_TASK REQUIREMENTS_
Write all entries out exactly, images excluded.

--- DATA FOR THIS EXERCISE ---

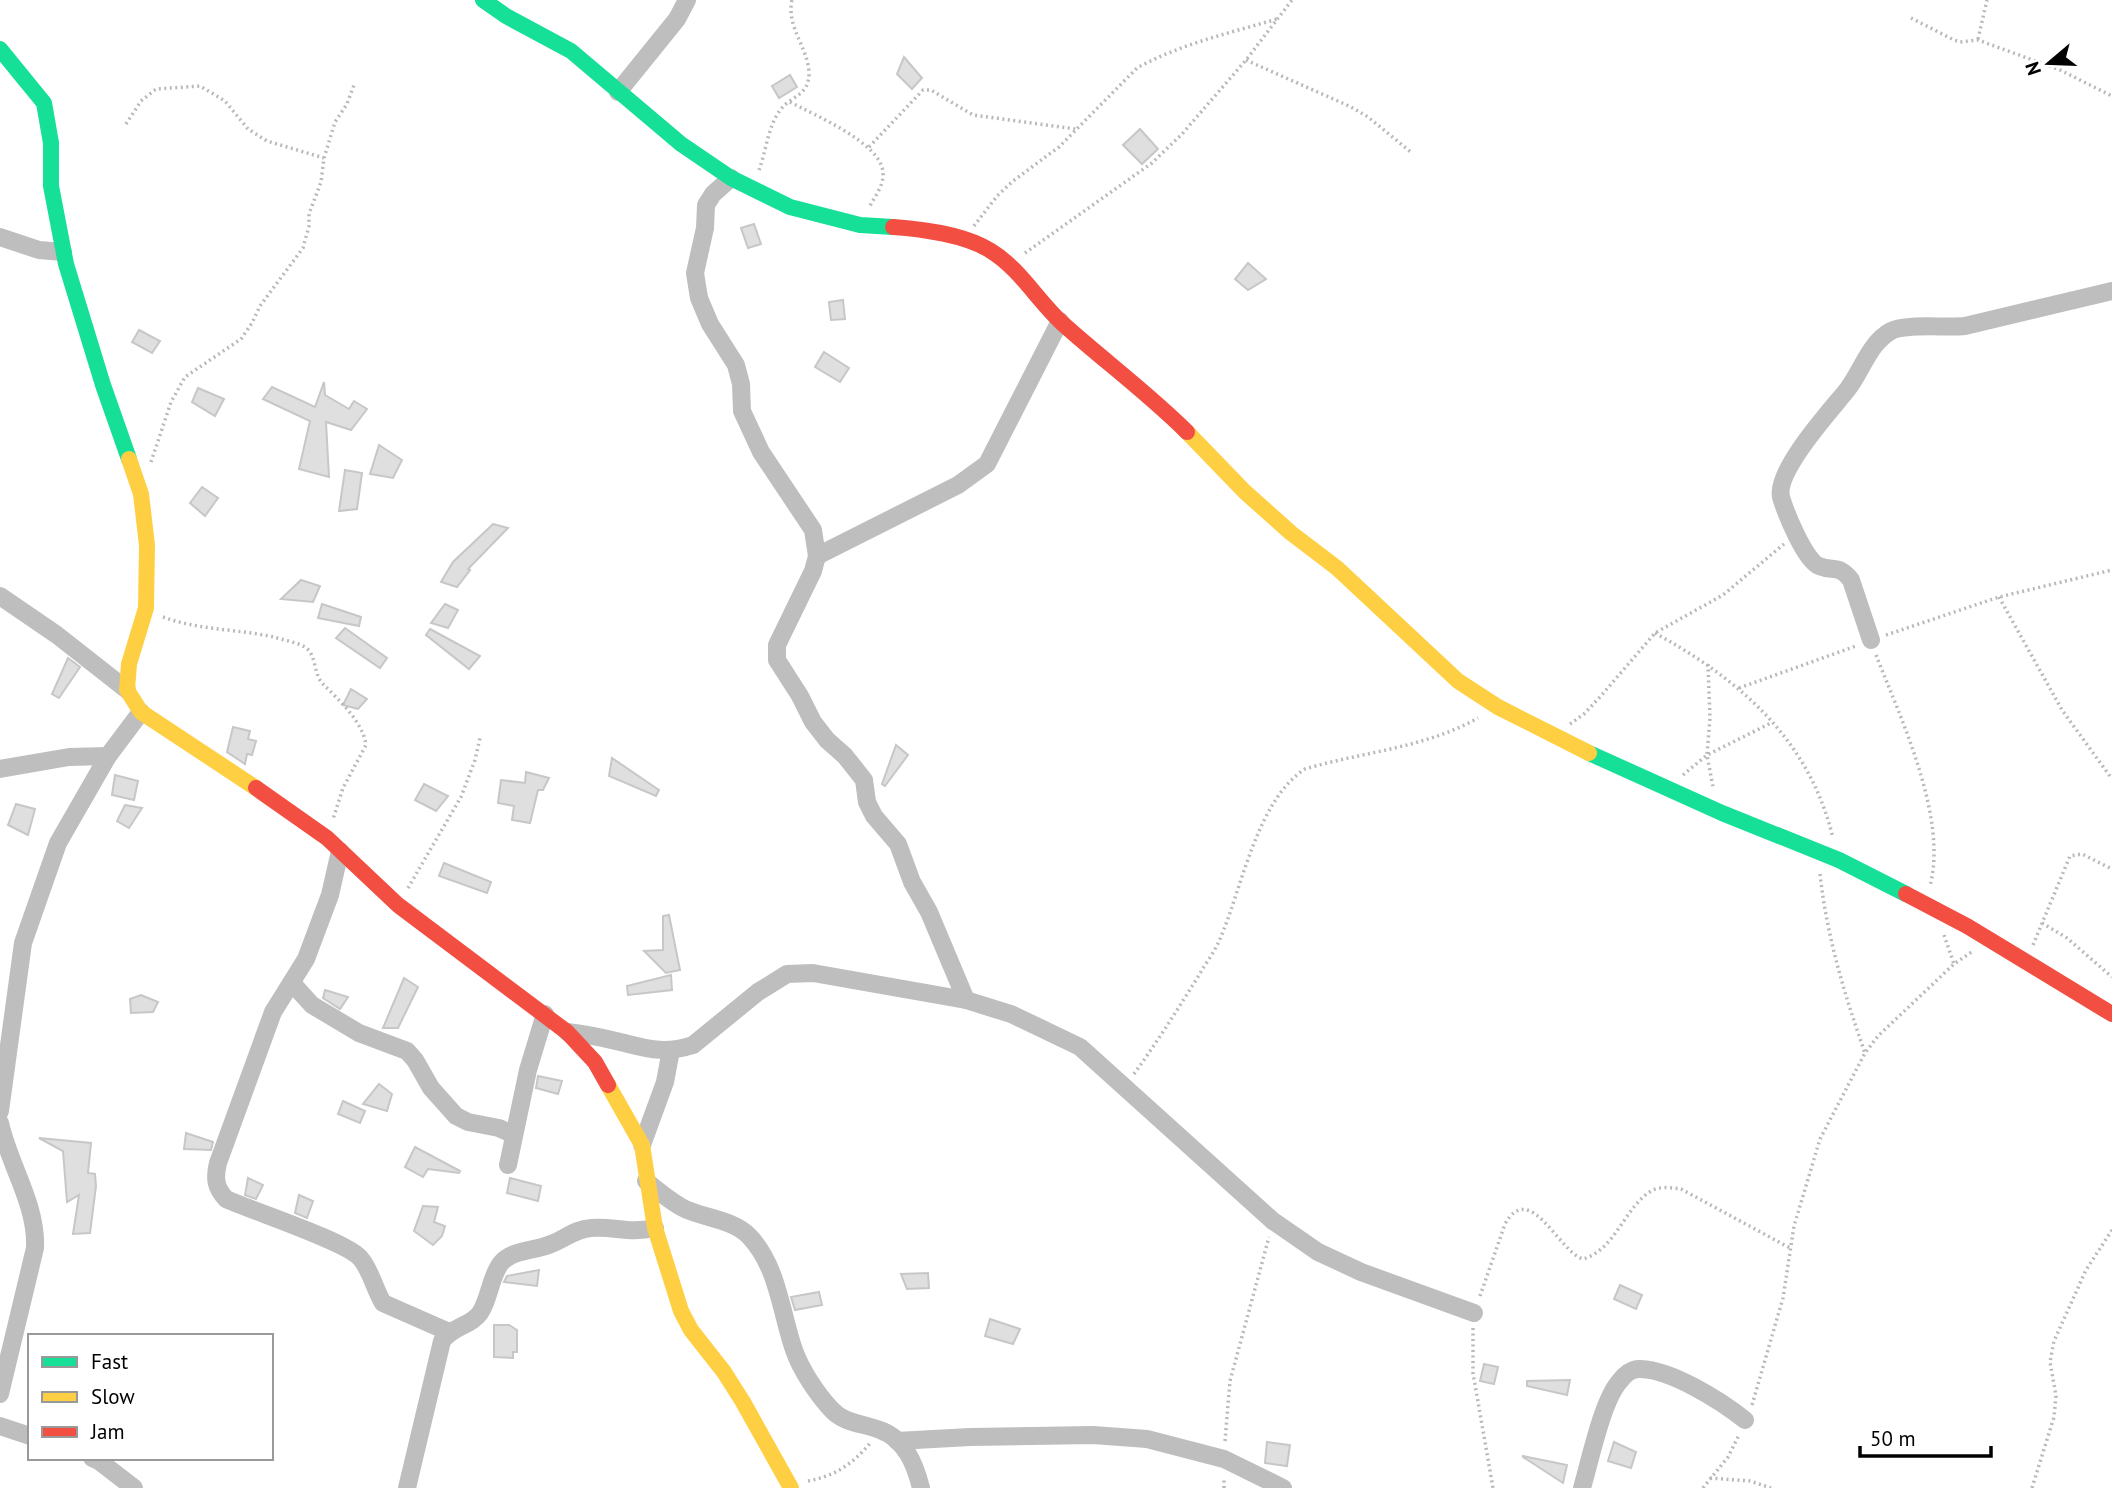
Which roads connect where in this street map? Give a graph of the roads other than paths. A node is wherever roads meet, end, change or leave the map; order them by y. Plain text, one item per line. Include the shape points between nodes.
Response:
1 (483, 0) edge
2 (687, 0) edge
3 (0, 49) edge
4 (618, 92) junction
5 (731, 178) junction
6 (0, 237) edge
7 (63, 252) junction
8 (2112, 291) edge
9 (1060, 321) junction
10 (817, 556) junction
11 (0, 596) edge
12 (1871, 640) road end
13 (127, 690) junction
14 (141, 712) junction
15 (108, 756) junction
16 (0, 769) edge
17 (340, 851) junction
18 (292, 983) junction
19 (966, 1000) junction
20 (545, 1014) junction
21 (2112, 1014) edge
22 (567, 1031) junction
23 (671, 1050) junction
24 (0, 1111) edge
25 (0, 1123) edge
26 (514, 1135) junction
27 (642, 1144) junction
28 (508, 1165) dead end
29 (646, 1181) junction
30 (655, 1228) junction
31 (1474, 1313) road end
32 (449, 1332) junction
33 (6, 1347) edge
34 (0, 1394) edge
35 (1745, 1420) road end
36 (0, 1426) edge
37 (28, 1435) edge
38 (897, 1441) junction
39 (97, 1460) edge
40 (790, 1485) edge
41 (134, 1488) edge
42 (407, 1488) edge
43 (921, 1488) edge
44 (1283, 1488) edge
45 (1582, 1488) edge

1 - 4 street via 571,51
2 - 4 street
3 - 7 street via 44,103 51,143 51,186
4 - 5 street via 701,160
5 - 9 street via 823,218 933,230 989,249 1009,264
5 - 10 street via 706,205 695,273 699,298 736,365 742,411 761,452 813,530
6 - 7 street via 39,250
7 - 13 street via 141,494 147,545 146,608 129,664
8 - 12 street via 1965,326 1908,326 1888,333 1816,426 1786,474 1780,494 1812,562 1845,572 1851,580
9 - 10 street via 987,464 958,485
9 - 21 street via 1169,414 1245,492 1337,568 1431,658 1497,707 1561,741 1839,860 1926,903
10 - 19 street via 777,645 777,660 820,731 864,780 867,802 898,844
11 - 13 street
13 - 14 street
14 - 15 street
14 - 17 street via 286,808
15 - 16 street via 69,757
15 - 24 street via 58,843 23,943
17 - 18 street via 330,895
17 - 20 street via 398,905
18 - 26 street via 312,1005 359,1033 407,1051 456,1116
18 - 32 street via 263,1038 218,1163 217,1189 226,1199 353,1252 361,1258 383,1303
19 - 23 street via 813,973 787,974 693,1045
19 - 31 street via 1011,1014 1080,1048 1273,1222 1318,1252
20 - 22 street
20 - 26 street
22 - 23 street via 652,1051
22 - 27 street via 595,1062
23 - 27 street via 665,1082
25 - 33 street via 36,1228 35,1248
26 - 28 street
27 - 29 street
29 - 30 street
29 - 38 street via 682,1208 748,1235 769,1268 794,1352 812,1384 832,1411
30 - 32 street via 587,1228 541,1248 520,1251 502,1262 479,1315
30 - 40 street via 681,1311 743,1402
32 - 42 street via 442,1341
33 - 34 street
35 - 45 street via 1723,1402 1686,1383 1639,1368 1628,1372 1607,1404
36 - 37 street
38 - 43 street via 909,1452
38 - 44 street via 1093,1435 1147,1439 1224,1459
39 - 41 street

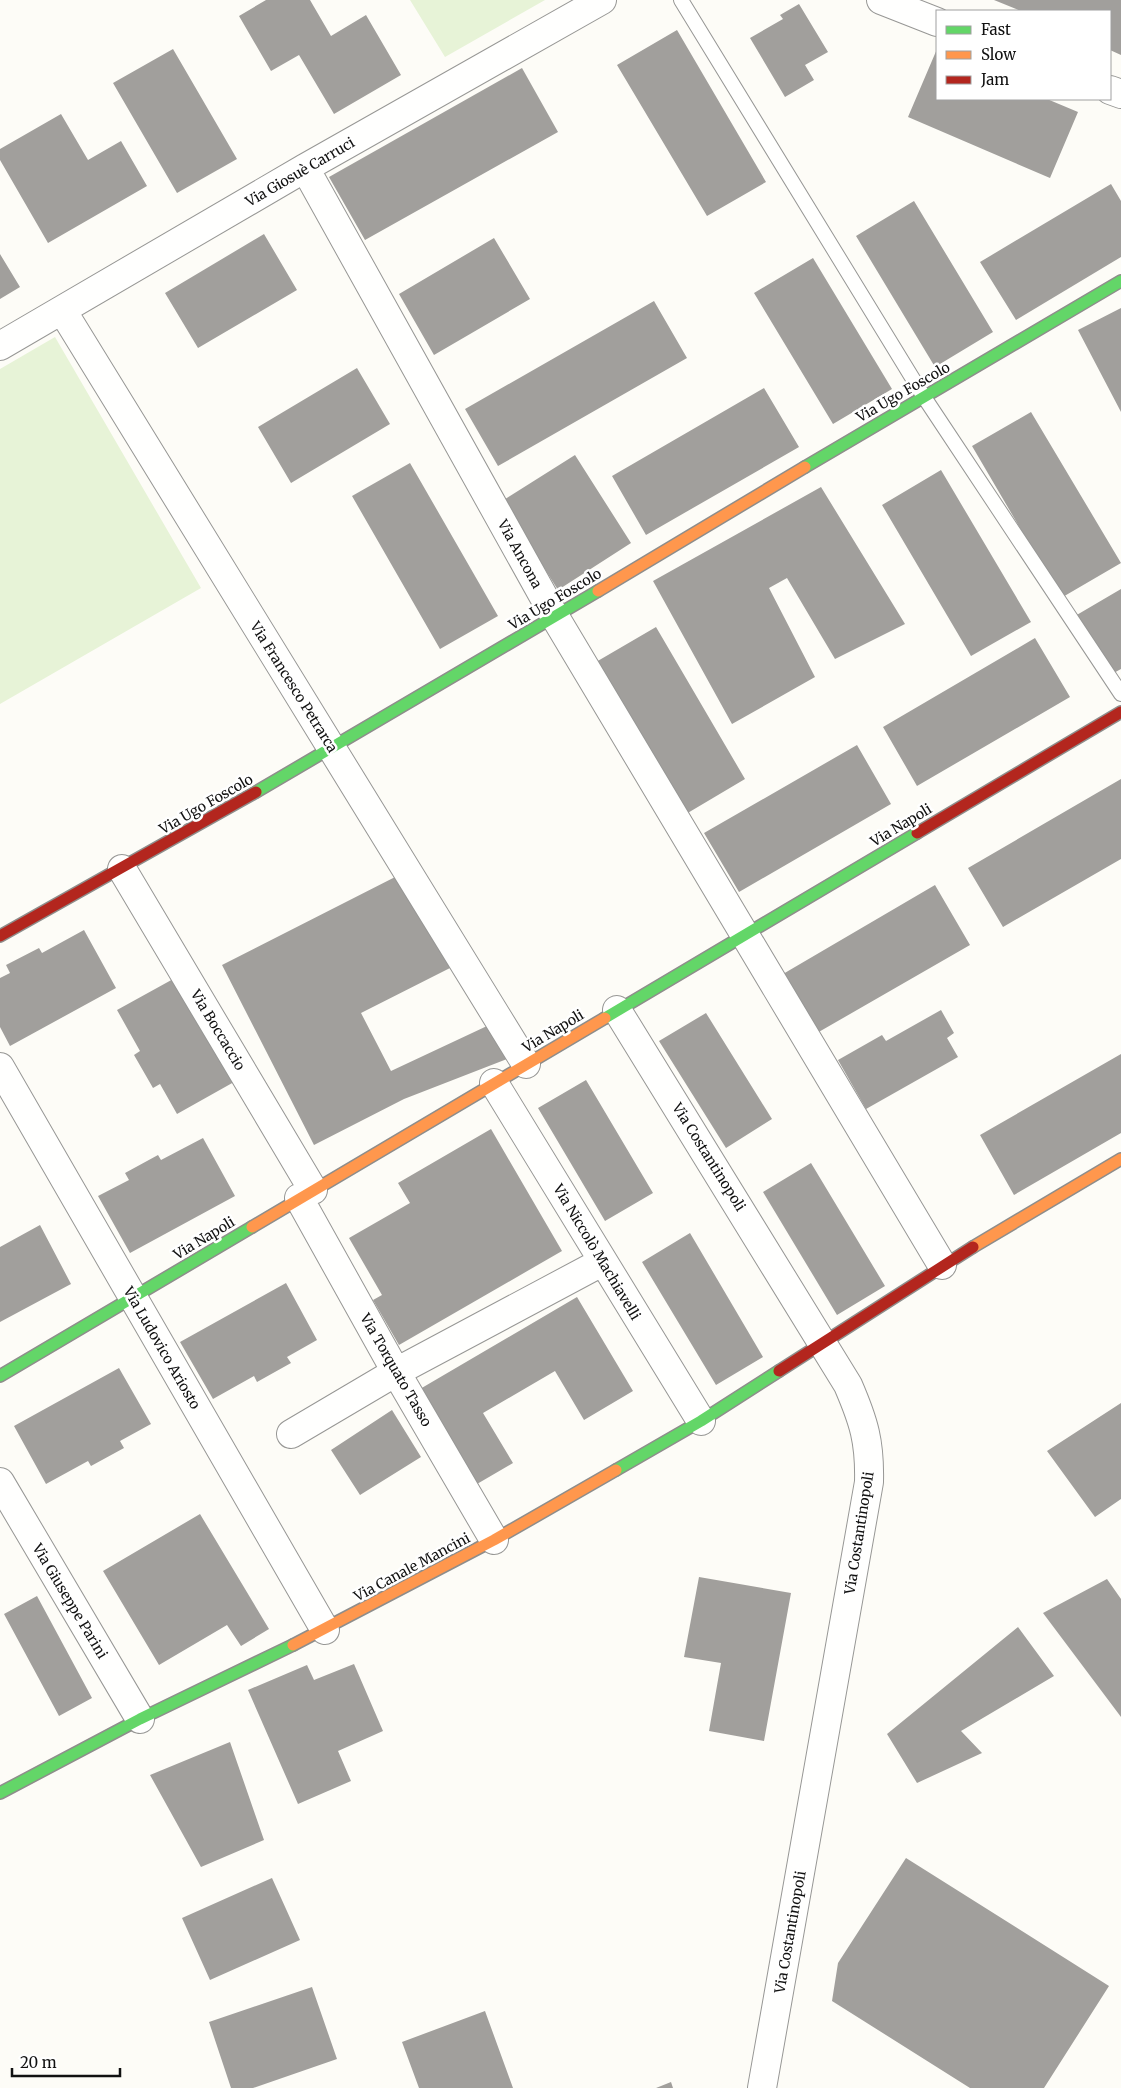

---

_EXERCISE RESPONSE_
Which roads connect where in this street map? Give a graph of the roads other than paths. A node is wherever roads meet, end, change or leave the map; order them by y. Plain text, one item per line. Include the shape points between nodes.
Response:
1 (483, 0) edge
2 (687, 0) edge
3 (0, 49) edge
4 (618, 92) junction
5 (731, 178) junction
6 (0, 237) edge
7 (63, 252) junction
8 (2112, 291) edge
9 (1060, 321) junction
10 (817, 556) junction
11 (0, 596) edge
12 (1871, 640) road end
13 (127, 690) junction
14 (141, 712) junction
15 (108, 756) junction
16 (0, 769) edge
17 (340, 851) junction
18 (292, 983) junction
19 (966, 1000) junction
20 (545, 1014) junction
21 (2112, 1014) edge
22 (567, 1031) junction
23 (671, 1050) junction
24 (0, 1111) edge
25 (0, 1123) edge
26 (514, 1135) junction
27 (642, 1144) junction
28 (508, 1165) dead end
29 (646, 1181) junction
30 (655, 1228) junction
31 (1474, 1313) road end
32 (449, 1332) junction
33 (6, 1347) edge
34 (0, 1394) edge
35 (1745, 1420) road end
36 (0, 1426) edge
37 (28, 1435) edge
38 (897, 1441) junction
39 (97, 1460) edge
40 (790, 1485) edge
41 (134, 1488) edge
42 (407, 1488) edge
43 (921, 1488) edge
44 (1283, 1488) edge
45 (1582, 1488) edge

1 - 4 street via 571,51
2 - 4 street
3 - 7 street via 44,103 51,143 51,186
4 - 5 street via 701,160
5 - 9 street via 823,218 933,230 989,249 1009,264
5 - 10 street via 706,205 695,273 699,298 736,365 742,411 761,452 813,530
6 - 7 street via 39,250
7 - 13 street via 141,494 147,545 146,608 129,664
8 - 12 street via 1965,326 1908,326 1888,333 1816,426 1786,474 1780,494 1812,562 1845,572 1851,580
9 - 10 street via 987,464 958,485
9 - 21 street via 1169,414 1245,492 1337,568 1431,658 1497,707 1561,741 1839,860 1926,903
10 - 19 street via 777,645 777,660 820,731 864,780 867,802 898,844
11 - 13 street
13 - 14 street
14 - 15 street
14 - 17 street via 286,808
15 - 16 street via 69,757
15 - 24 street via 58,843 23,943
17 - 18 street via 330,895
17 - 20 street via 398,905
18 - 26 street via 312,1005 359,1033 407,1051 456,1116
18 - 32 street via 263,1038 218,1163 217,1189 226,1199 353,1252 361,1258 383,1303
19 - 23 street via 813,973 787,974 693,1045
19 - 31 street via 1011,1014 1080,1048 1273,1222 1318,1252
20 - 22 street
20 - 26 street
22 - 23 street via 652,1051
22 - 27 street via 595,1062
23 - 27 street via 665,1082
25 - 33 street via 36,1228 35,1248
26 - 28 street
27 - 29 street
29 - 30 street
29 - 38 street via 682,1208 748,1235 769,1268 794,1352 812,1384 832,1411
30 - 32 street via 587,1228 541,1248 520,1251 502,1262 479,1315
30 - 40 street via 681,1311 743,1402
32 - 42 street via 442,1341
33 - 34 street
35 - 45 street via 1723,1402 1686,1383 1639,1368 1628,1372 1607,1404
36 - 37 street
38 - 43 street via 909,1452
38 - 44 street via 1093,1435 1147,1439 1224,1459
39 - 41 street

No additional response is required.